Leadership is defined by John Maxwell as ““Influence. Leadership is Influence. That’s it. Nothing more; nothing less.” How we leverage that influence can often make the difference between the results we achieve, and the perception we create for ourselves. I’ve discovered over the years that being a leader – and being a boss, are two drastically different things. Here’s 3 differences between a boss and a leader:
1. Bosses rule, leaders lead
It can be very easy to dictate rules and give orders, but being a boss often stops there. While a boss can give orders from afar to be followed, leaders must guide from up close – setting an example to be followed, leading by their actions, not their words. I’ve learned that people absolutely love to see someone guide them to where they need to go, instead of telling them where to go.
2. Bosses order, leaders motivate
When the bottom line shrinks, and the financials are running red – it can be easy to go on the warpath – cutting costs, axing people, and ordering change. Truth is, leaders motivate others to bring the change necessary – because they are invested. A boss views himself as absent from the solution – often ordering change underneath him. Leaders realize that change starts with them, and their investment (whether time, money, etc.) in people is motivated by what’s best for their people. People who love what they do, will be the catalyst to a successful business.

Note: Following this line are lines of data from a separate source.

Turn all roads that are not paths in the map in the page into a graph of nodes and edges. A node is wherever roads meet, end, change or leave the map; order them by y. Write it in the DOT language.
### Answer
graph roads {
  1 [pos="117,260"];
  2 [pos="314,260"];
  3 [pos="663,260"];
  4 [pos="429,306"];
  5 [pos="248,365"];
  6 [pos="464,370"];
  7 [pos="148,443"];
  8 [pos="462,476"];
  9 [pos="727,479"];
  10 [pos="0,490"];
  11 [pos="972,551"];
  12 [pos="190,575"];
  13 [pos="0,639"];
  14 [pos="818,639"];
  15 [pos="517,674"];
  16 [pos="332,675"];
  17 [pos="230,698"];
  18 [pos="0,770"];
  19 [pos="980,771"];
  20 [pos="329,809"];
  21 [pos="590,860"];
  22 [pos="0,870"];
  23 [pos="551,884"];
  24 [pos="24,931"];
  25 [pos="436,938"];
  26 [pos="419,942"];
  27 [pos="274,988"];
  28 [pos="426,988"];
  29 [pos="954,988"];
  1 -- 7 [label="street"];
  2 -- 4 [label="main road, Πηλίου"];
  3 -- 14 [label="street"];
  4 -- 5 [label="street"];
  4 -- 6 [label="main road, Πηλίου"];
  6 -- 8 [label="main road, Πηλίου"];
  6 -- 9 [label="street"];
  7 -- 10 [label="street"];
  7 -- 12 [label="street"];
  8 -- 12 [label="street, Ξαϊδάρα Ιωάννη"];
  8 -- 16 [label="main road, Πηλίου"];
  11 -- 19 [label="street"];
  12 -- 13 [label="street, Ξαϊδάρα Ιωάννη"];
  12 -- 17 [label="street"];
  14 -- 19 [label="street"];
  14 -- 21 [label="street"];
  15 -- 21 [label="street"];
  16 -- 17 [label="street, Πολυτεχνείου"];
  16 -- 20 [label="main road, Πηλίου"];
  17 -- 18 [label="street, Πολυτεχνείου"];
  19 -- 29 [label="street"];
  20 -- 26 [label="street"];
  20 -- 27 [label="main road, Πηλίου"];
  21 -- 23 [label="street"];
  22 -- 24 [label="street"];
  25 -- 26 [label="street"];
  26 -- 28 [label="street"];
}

3. Bosses take credit, leaders give praise
One thing that has always bothered me about some of my previous bosses, is walking into an office full of individual accolades and awards – only to never see praise put on those who helped accomplish those successes. Bosses often use employee results to leverage their own promotions and rewards – whereas leaders realize that a recognized team, is a healthy team. It’s important to make sure that people are always being recognized for their successes, praised for their wins, and made to feel like their contributions matter. When someone knows they are valued, they will always strive for bigger and better – resulting in success for your bottom line.